**Task directions:**
Your answer should hold every line of the records below that contains the string "ხახანაშვილის".
◆ ◆ ◆ ◆ ◆
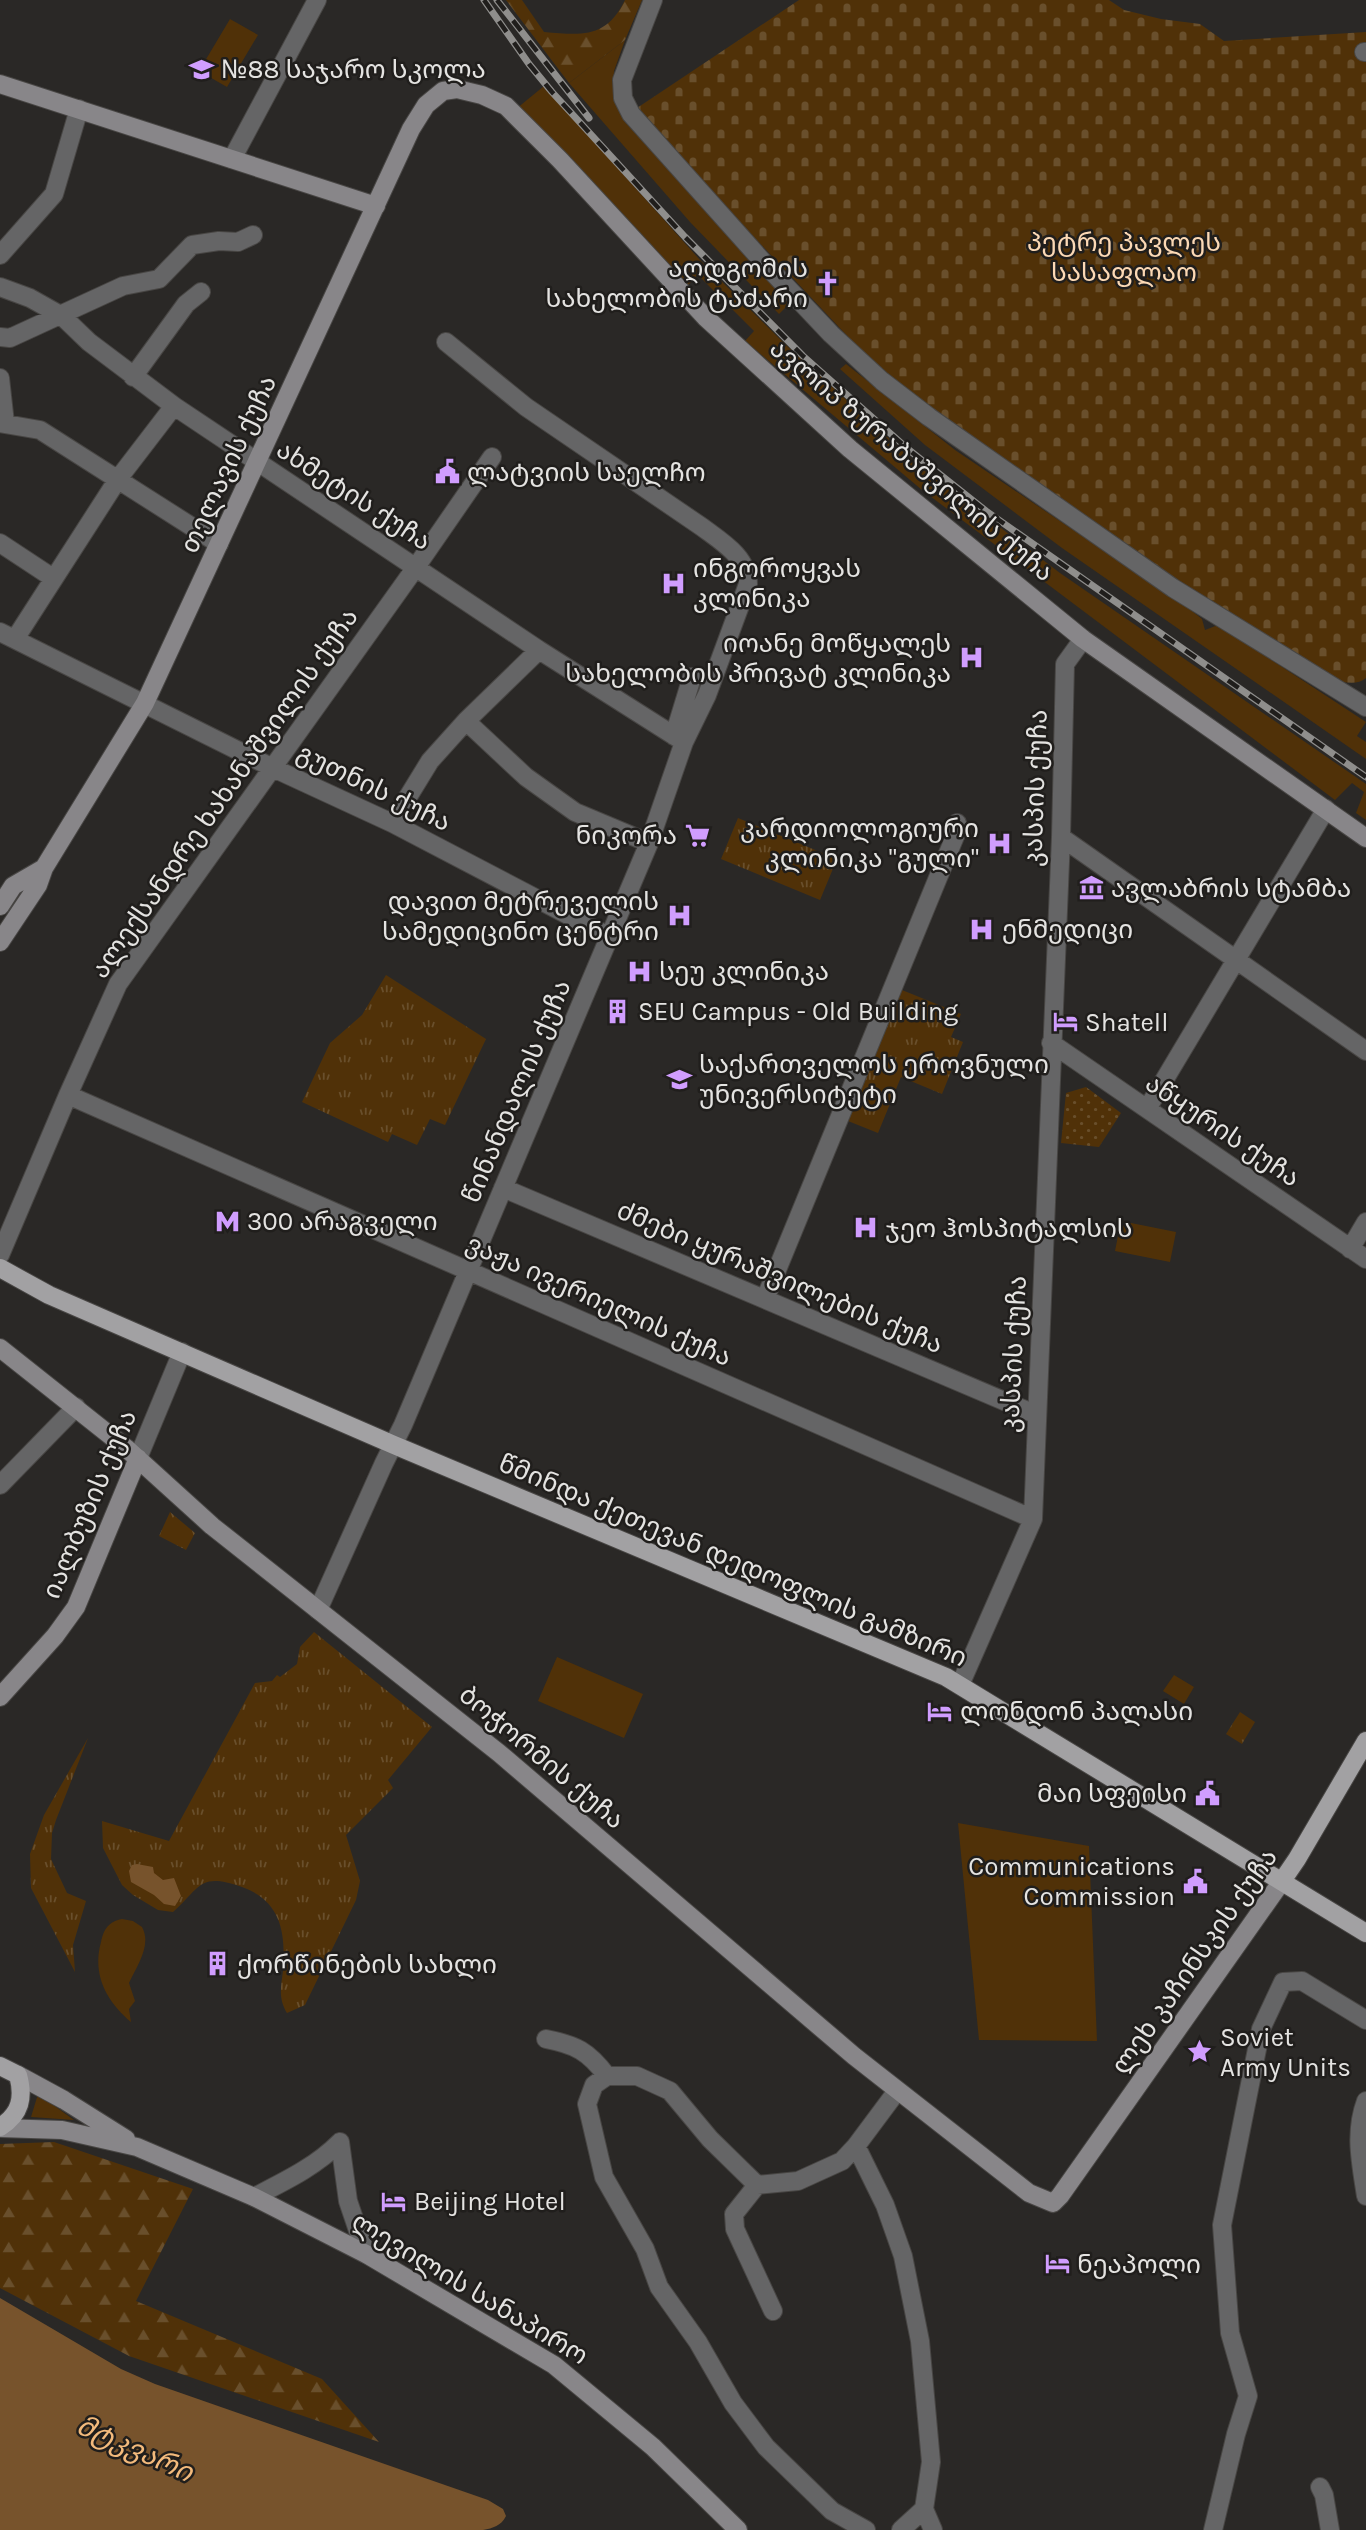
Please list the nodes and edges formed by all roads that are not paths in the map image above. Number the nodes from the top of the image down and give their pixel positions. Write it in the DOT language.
graph roads {
  1 [pos="317,0"];
  2 [pos="653,0"];
  3 [pos="0,83"];
  4 [pos="457,89"];
  5 [pos="79,109"];
  6 [pos="232,159"];
  7 [pos="376,206"];
  8 [pos="253,235"];
  9 [pos="0,256"];
  10 [pos="0,287"];
  11 [pos="201,292"];
  12 [pos="61,316"];
  13 [pos="0,337"];
  14 [pos="446,342"];
  15 [pos="133,377"];
  16 [pos="0,378"];
  17 [pos="174,406"];
  18 [pos="3,423"];
  19 [pos="492,457"];
  20 [pos="257,463"];
  21 [pos="118,479"];
  22 [pos="0,543"];
  23 [pos="219,544"];
  24 [pos="416,567"];
  25 [pos="53,578"];
  26 [pos="8,635"];
  27 [pos="1083,639"];
  28 [pos="539,650"];
  29 [pos="692,677"];
  30 [pos="145,703"];
  31 [pos="1366,707"];
  32 [pos="466,721"];
  33 [pos="679,739"];
  34 [pos="273,768"];
  35 [pos="1326,809"];
  36 [pos="392,823"];
  37 [pos="957,823"];
  38 [pos="1061,837"];
  39 [pos="1366,838"];
  40 [pos="649,843"];
  41 [pos="44,868"];
  42 [pos="0,906"];
  43 [pos="610,937"];
  44 [pos="0,942"];
  45 [pos="1236,960"];
  46 [pos="1051,1043"];
  47 [pos="1366,1051"];
  48 [pos="68,1095"];
  49 [pos="1147,1109"];
  50 [pos="503,1188"];
  51 [pos="1366,1222"];
  52 [pos="1350,1248"];
  53 [pos="0,1255"];
  54 [pos="1366,1259"];
  55 [pos="0,1268"];
  56 [pos="467,1271"];
  57 [pos="0,1281"];
  58 [pos="49,1295"];
  59 [pos="765,1299"];
  60 [pos="0,1348"];
  61 [pos="182,1352"];
  62 [pos="76,1407"];
  63 [pos="1037,1415"];
  64 [pos="394,1445"];
  65 [pos="138,1458"];
  66 [pos="0,1485"];
  67 [pos="1033,1519"];
  68 [pos="318,1610"];
  69 [pos="960,1685"];
  70 [pos="0,1698"];
  71 [pos="1366,1741"];
  72 [pos="1282,1881"];
  73 [pos="1366,1933"];
  74 [pos="1366,2020"];
  75 [pos="546,2039"];
  76 [pos="0,2066"];
  77 [pos="18,2075"];
  78 [pos="607,2076"];
  79 [pos="897,2091"];
  80 [pos="1366,2101"];
  81 [pos="0,2127"];
  82 [pos="856,2146"];
  83 [pos="137,2147"];
  84 [pos="757,2185"];
  85 [pos="1366,2196"];
  86 [pos="254,2197"];
  87 [pos="1053,2203"];
  88 [pos="366,2253"];
  89 [pos="773,2311"];
  90 [pos="1320,2487"];
  91 [pos="925,2509"];
  92 [pos="738,2530"];
  93 [pos="866,2530"];
  94 [pos="901,2530"];
  95 [pos="933,2530"];
  96 [pos="1213,2530"];
  97 [pos="1330,2530"];
  1 -- 6 [label="street"];
  2 -- 31 [label="street"];
  3 -- 5 [label="main road"];
  4 -- 7 [label="main road, თელავის ქუჩა"];
  4 -- 27 [label="main road, ავლიპ ზურაბაშვილის ქუჩა"];
  5 -- 6 [label="main road"];
  5 -- 9 [label="street"];
  6 -- 7 [label="main road"];
  7 -- 20 [label="main road, თელავის ქუჩა"];
  8 -- 12 [label="street"];
  10 -- 12 [label="street, ახმეტის ქუჩა"];
  11 -- 15 [label="street"];
  12 -- 13 [label="street"];
  12 -- 15 [label="street, ახმეტის ქუჩა"];
  14 -- 33 [label="street"];
  15 -- 17 [label="street, ახმეტის ქუჩა"];
  16 -- 18 [label="street"];
  17 -- 20 [label="street, ახმეტის ქუჩა"];
  17 -- 21 [label="street"];
  18 -- 21 [label="street"];
  19 -- 24 [label="street, ალექსანდრე ხახანაშვილის ქუჩა"];
  20 -- 23 [label="main road, თელავის ქუჩა"];
  20 -- 24 [label="street, ახმეტის ქუჩა"];
  21 -- 23 [label="street"];
  21 -- 25 [label="street"];
  22 -- 25 [label="street"];
  23 -- 30 [label="main road, თელავის ქუჩა"];
  24 -- 28 [label="street, ახმეტის ქუჩა"];
  24 -- 34 [label="street, ალექსანდრე ხახანაშვილის ქუჩა"];
  25 -- 26 [label="street"];
  26 -- 30 [label="street, გუთნის ქუჩა"];
  27 -- 35 [label="main road, ავლიპ ზურაბაშვილის ქუჩა"];
  27 -- 38 [label="street, კასპის ქუჩა"];
  28 -- 32 [label="street"];
  28 -- 33 [label="street, ახმეტის ქუჩა"];
  29 -- 33 [label="street"];
  30 -- 34 [label="street, გუთნის ქუჩა"];
  30 -- 41 [label="main road, თელავის ქუჩა"];
  32 -- 36 [label="street"];
  32 -- 40 [label="street"];
  33 -- 40 [label="street, წინანდალის ქუჩა"];
  34 -- 36 [label="street, გუთნის ქუჩა"];
  34 -- 48 [label="street, ალექსანდრე ხახანაშვილის ქუჩა"];
  35 -- 39 [label="main road, ავლიპ ზურაბაშვილის ქუჩა"];
  35 -- 45 [label="street"];
  36 -- 43 [label="street, გუთნის ქუჩა"];
  37 -- 59 [label="street"];
  38 -- 45 [label="street"];
  38 -- 46 [label="street, კასპის ქუჩა"];
  40 -- 43 [label="street, წინანდალის ქუჩა"];
  41 -- 42 [label="main road"];
  41 -- 44 [label="main road, თელავის ქუჩა"];
  43 -- 50 [label="street, წინანდალის ქუჩა"];
  45 -- 47 [label="street"];
  45 -- 49 [label="street"];
  46 -- 49 [label="street, აწყურის ქუჩა"];
  46 -- 63 [label="street, კასპის ქუჩა"];
  48 -- 53 [label="street, ალექსანდრე ხახანაშვილის ქუჩა"];
  48 -- 56 [label="street, ვაჟა ივერიელის ქუჩა"];
  49 -- 52 [label="street, აწყურის ქუჩა"];
  50 -- 56 [label="street, წინანდალის ქუჩა"];
  50 -- 59 [label="street, ძმები ყურაშვილების ქუჩა"];
  51 -- 52 [label="street"];
  52 -- 54 [label="street, აწყურის ქუჩა"];
  55 -- 58 [label="main road, წმინდა ქეთევან დედოფლის გამზირი"];
  56 -- 64 [label="street, წინანდალის ქუჩა"];
  56 -- 67 [label="street, ვაჟა ივერიელის ქუჩა"];
  57 -- 58 [label="main road, წმინდა ქეთევან დედოფლის გამზირი"];
  58 -- 61 [label="main road, წმინდა ქეთევან დედოფლის გამზირი"];
  59 -- 63 [label="street, ძმები ყურაშვილების ქუჩა"];
  60 -- 62 [label="main road, ბოჭორმის ქუჩა"];
  61 -- 64 [label="main road, წმინდა ქეთევან დედოფლის გამზირი"];
  61 -- 65 [label="street, იალბუზის ქუჩა"];
  62 -- 65 [label="main road, ბოჭორმის ქუჩა"];
  62 -- 66 [label="street"];
  63 -- 67 [label="street, კასპის ქუჩა"];
  64 -- 68 [label="street, წინანდალის ქუჩა"];
  64 -- 69 [label="main road, წმინდა ქეთევან დედოფლის გამზირი"];
  65 -- 68 [label="main road, ბოჭორმის ქუჩა"];
  65 -- 70 [label="main road, იალბუზის ქუჩა"];
  67 -- 69 [label="street, კასპის ქუჩა"];
  68 -- 79 [label="main road, ბოჭორმის ქუჩა"];
  69 -- 72 [label="main road, წმინდა ქეთევან დედოფლის გამზირი"];
  71 -- 72 [label="main road, ლეხ კაჩინსკის ქუჩა"];
  72 -- 73 [label="main road, წმინდა ქეთევან დედოფლის გამზირი"];
  72 -- 87 [label="main road, ლეხ კაჩინსკის ქუჩა"];
  74 -- 96 [label="street"];
  75 -- 78 [label="street"];
  76 -- 77 [label="main road"];
  77 -- 81 [label="main road"];
  77 -- 83 [label="main road, ლევილის სანაპირო"];
  78 -- 84 [label="street"];
  78 -- 93 [label="street"];
  79 -- 82 [label="street"];
  79 -- 87 [label="main road, ბოჭორმის ქუჩა"];
  80 -- 85 [label="street"];
  81 -- 83 [label="main road, ლევილის სანაპირო"];
  82 -- 84 [label="street"];
  82 -- 91 [label="street"];
  83 -- 86 [label="main road, ლევილის სანაპირო"];
  84 -- 89 [label="street"];
  86 -- 88 [label="main road, ლევილის სანაპირო"];
  86 -- 88 [label="street"];
  88 -- 92 [label="main road, ლევილის სანაპირო"];
  90 -- 97 [label="street"];
  91 -- 94 [label="street"];
  91 -- 95 [label="street"];
}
◆ ◆ ◆ ◆ ◆
**Task output:**
  19 -- 24 [label="street, ალექსანდრე ხახანაშვილის ქუჩა"];
  24 -- 34 [label="street, ალექსანდრე ხახანაშვილის ქუჩა"];
  34 -- 48 [label="street, ალექსანდრე ხახანაშვილის ქუჩა"];
  48 -- 53 [label="street, ალექსანდრე ხახანაშვილის ქუჩა"];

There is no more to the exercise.